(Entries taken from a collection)
┌──

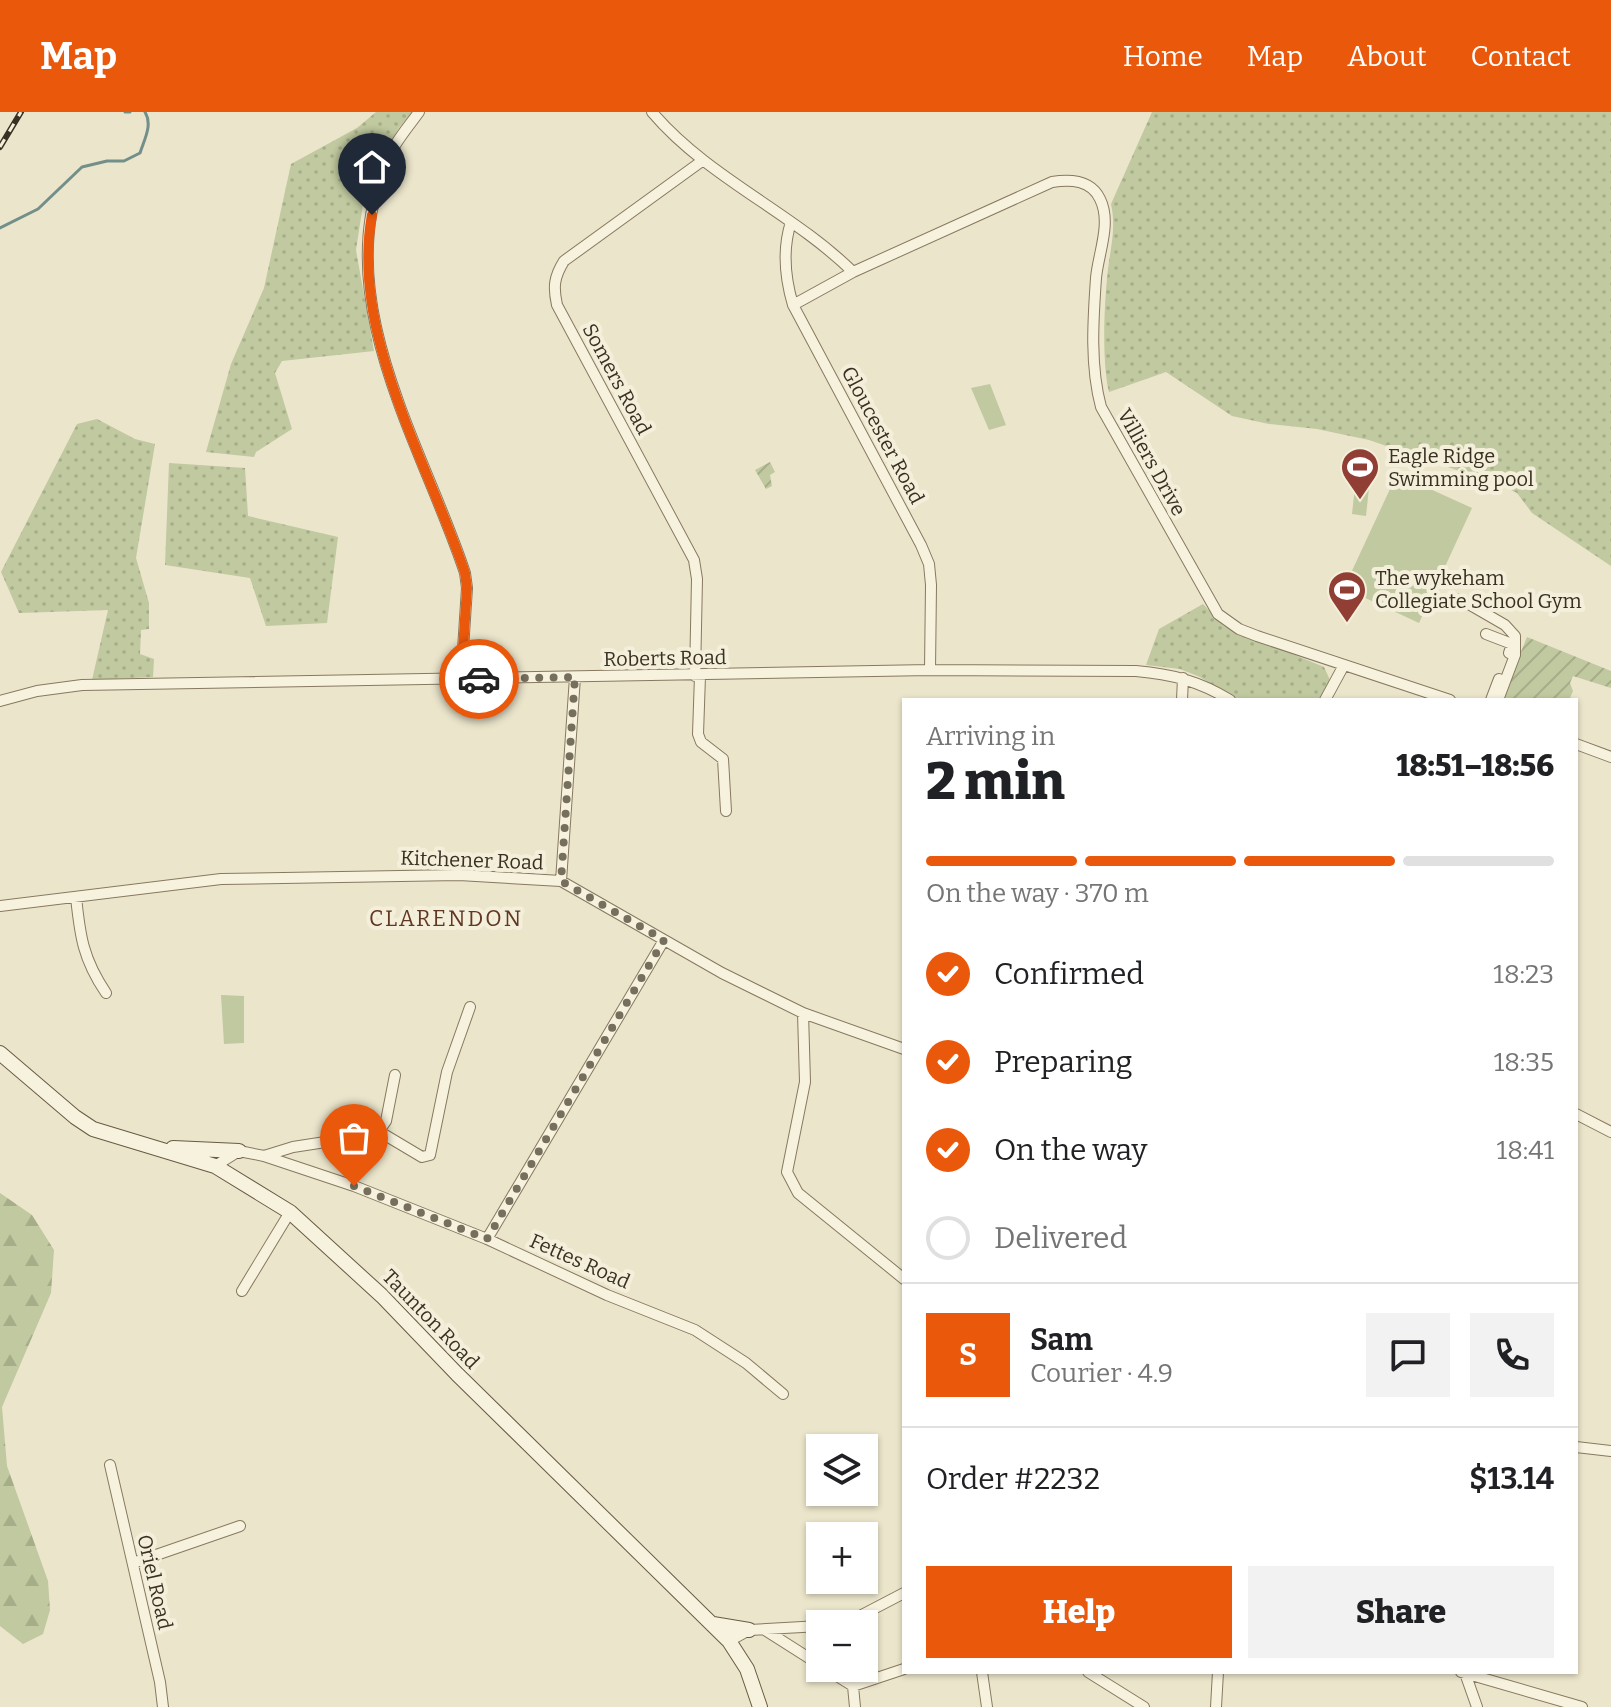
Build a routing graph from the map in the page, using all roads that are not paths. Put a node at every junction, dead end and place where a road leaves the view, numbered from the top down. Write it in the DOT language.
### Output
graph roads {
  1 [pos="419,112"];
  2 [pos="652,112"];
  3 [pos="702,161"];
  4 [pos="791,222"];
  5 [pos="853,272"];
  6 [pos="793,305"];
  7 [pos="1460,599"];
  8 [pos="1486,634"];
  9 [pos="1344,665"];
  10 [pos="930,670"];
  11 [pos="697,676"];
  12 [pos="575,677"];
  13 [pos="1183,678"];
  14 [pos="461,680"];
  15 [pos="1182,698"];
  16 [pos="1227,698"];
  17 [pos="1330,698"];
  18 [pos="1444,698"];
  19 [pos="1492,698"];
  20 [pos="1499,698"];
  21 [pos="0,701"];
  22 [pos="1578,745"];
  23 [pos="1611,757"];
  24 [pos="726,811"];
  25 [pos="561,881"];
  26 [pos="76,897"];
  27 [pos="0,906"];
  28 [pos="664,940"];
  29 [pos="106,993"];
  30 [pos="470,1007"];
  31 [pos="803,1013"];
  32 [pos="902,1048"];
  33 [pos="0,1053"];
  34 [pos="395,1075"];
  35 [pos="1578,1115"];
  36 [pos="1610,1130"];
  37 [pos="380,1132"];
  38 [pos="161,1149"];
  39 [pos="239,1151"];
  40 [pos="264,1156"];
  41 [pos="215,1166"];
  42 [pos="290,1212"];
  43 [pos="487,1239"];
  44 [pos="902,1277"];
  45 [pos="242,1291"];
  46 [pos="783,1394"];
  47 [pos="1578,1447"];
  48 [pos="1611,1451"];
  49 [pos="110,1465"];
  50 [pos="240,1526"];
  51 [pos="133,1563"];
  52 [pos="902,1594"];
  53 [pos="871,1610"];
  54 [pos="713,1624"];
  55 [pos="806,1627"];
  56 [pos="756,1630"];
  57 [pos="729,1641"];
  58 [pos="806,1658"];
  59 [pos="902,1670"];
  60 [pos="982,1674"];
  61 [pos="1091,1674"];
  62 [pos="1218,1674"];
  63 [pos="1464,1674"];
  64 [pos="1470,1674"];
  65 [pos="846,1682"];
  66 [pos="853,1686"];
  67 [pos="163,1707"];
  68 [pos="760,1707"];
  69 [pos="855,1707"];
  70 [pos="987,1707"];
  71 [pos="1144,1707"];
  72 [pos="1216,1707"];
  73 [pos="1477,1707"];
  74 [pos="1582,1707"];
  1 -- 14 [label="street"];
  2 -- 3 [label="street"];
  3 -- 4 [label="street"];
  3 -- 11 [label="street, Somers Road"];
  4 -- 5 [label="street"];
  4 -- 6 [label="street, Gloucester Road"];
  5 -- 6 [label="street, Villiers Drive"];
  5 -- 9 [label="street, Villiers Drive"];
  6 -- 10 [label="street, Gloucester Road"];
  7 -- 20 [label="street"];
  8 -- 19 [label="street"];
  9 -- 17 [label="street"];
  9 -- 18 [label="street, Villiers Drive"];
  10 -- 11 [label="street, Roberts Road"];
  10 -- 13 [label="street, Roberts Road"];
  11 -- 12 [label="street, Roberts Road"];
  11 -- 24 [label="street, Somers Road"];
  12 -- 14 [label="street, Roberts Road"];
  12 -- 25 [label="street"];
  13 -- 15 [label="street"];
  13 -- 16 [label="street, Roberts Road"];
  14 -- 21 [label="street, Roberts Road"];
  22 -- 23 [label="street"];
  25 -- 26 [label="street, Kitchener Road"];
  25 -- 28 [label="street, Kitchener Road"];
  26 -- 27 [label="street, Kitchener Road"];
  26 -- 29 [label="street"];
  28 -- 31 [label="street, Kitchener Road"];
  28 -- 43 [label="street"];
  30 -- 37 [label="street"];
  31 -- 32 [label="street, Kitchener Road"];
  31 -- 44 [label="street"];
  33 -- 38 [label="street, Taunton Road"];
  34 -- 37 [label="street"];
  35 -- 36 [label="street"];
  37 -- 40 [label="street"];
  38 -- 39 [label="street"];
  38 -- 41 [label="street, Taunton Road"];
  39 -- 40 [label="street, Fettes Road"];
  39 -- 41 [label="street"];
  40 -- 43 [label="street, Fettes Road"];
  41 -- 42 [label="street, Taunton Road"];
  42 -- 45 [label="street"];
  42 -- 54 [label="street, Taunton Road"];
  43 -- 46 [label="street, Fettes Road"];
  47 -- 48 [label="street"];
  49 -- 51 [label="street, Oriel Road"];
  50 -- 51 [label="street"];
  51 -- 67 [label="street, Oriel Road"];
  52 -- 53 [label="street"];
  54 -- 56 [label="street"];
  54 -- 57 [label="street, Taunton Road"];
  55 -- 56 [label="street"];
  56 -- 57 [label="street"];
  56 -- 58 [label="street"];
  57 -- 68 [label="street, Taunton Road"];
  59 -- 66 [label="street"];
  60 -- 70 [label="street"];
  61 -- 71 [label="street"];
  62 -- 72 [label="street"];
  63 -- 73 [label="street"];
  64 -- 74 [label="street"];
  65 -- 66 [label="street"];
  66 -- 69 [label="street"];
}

└──
┌──

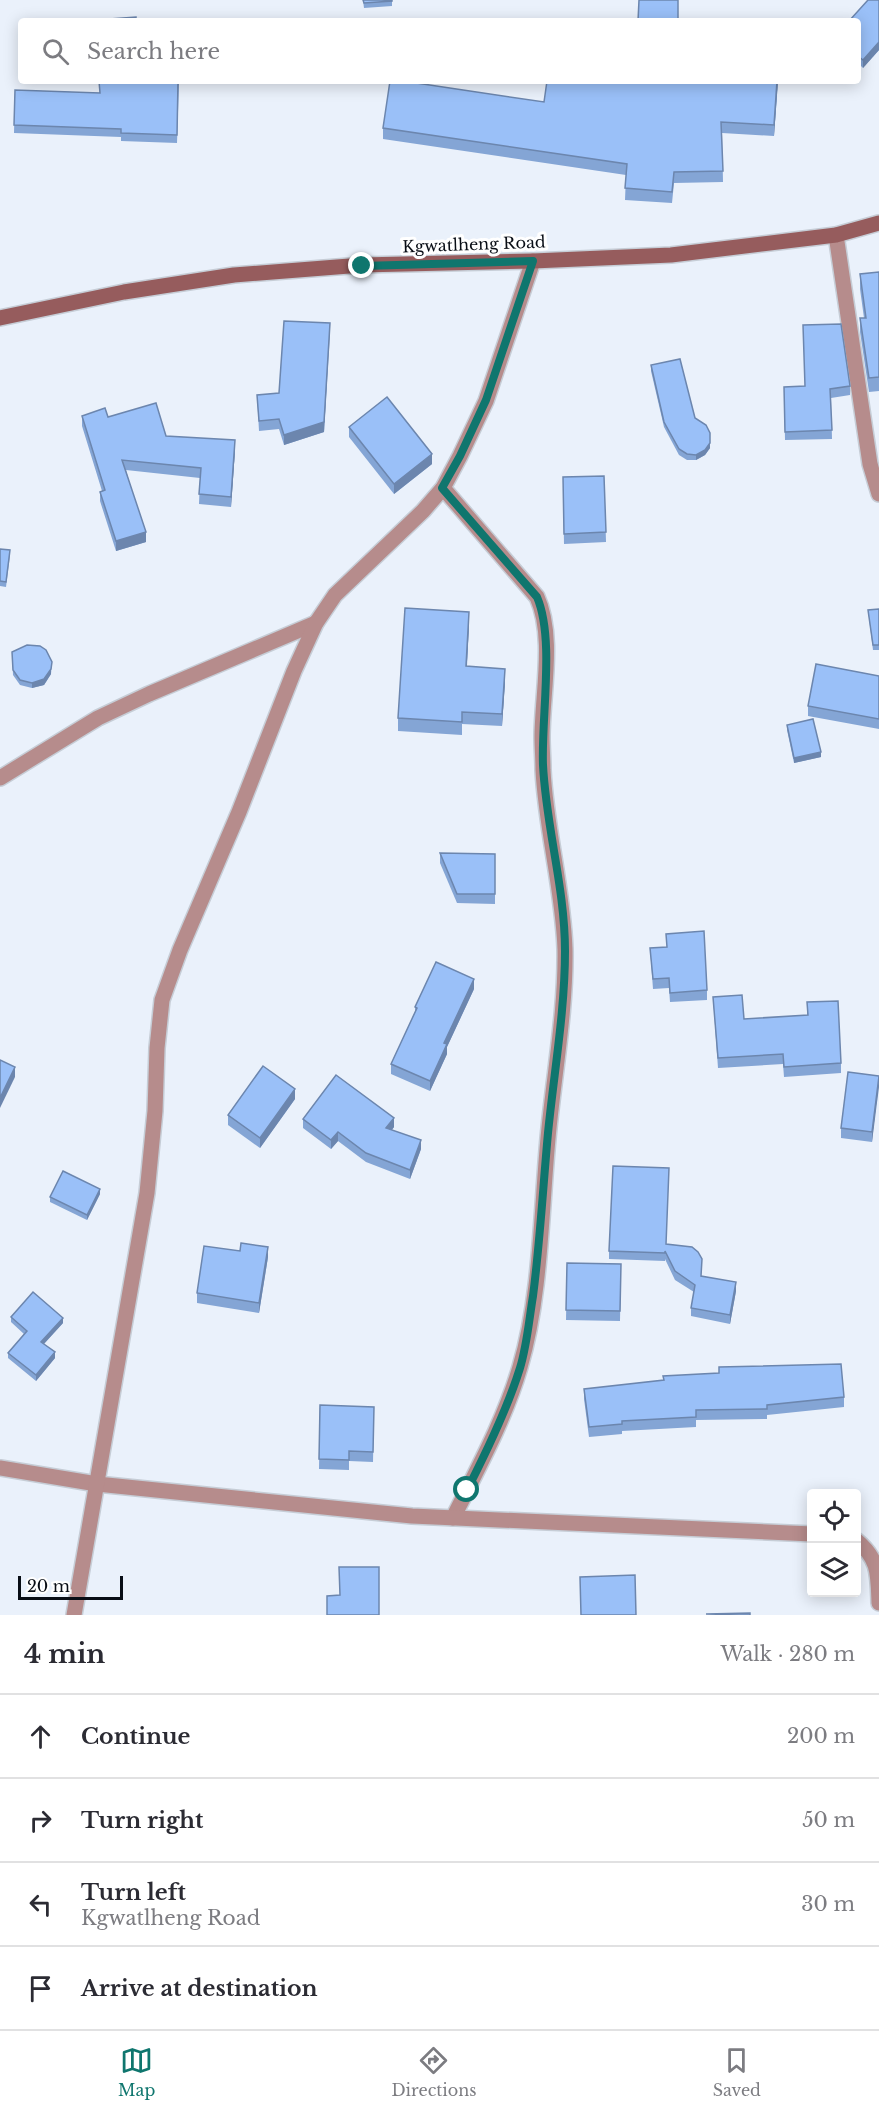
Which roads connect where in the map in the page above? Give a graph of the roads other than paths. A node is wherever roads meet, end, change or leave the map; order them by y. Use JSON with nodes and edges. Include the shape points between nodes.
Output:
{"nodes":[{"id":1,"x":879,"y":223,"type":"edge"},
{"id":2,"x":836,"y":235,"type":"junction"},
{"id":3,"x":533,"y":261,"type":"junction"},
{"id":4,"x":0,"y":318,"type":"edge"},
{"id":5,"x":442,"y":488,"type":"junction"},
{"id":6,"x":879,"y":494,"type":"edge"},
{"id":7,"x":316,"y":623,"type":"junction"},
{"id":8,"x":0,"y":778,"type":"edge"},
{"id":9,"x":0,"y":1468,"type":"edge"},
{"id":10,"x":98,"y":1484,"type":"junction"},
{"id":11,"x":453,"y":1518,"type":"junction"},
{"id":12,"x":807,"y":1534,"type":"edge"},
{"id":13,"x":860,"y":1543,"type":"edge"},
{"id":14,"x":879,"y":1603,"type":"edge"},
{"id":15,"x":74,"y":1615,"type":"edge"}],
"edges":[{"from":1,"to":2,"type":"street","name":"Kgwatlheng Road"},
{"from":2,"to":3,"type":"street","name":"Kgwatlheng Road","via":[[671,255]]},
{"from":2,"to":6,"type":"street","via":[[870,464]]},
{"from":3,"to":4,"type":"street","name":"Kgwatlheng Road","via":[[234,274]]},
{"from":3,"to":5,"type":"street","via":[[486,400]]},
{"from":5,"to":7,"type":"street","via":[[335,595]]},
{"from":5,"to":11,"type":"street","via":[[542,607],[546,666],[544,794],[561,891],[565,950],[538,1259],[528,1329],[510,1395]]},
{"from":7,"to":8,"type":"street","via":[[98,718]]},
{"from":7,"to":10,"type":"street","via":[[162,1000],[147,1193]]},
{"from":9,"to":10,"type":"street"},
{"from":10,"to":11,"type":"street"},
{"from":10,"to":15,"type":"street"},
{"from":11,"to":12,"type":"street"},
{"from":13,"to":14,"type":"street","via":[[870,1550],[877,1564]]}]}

└──

Make a copy of each line in the records that has the word "edges".

Which roads connect where in the map in the page above? Give a graph of the roads other than paths. A node is wherever roads meet, end, change or leave the map; order them by y. Use JSON with nodes and edges. Include the shape points between nodes.
"edges":[{"from":1,"to":2,"type":"street","name":"Kgwatlheng Road"},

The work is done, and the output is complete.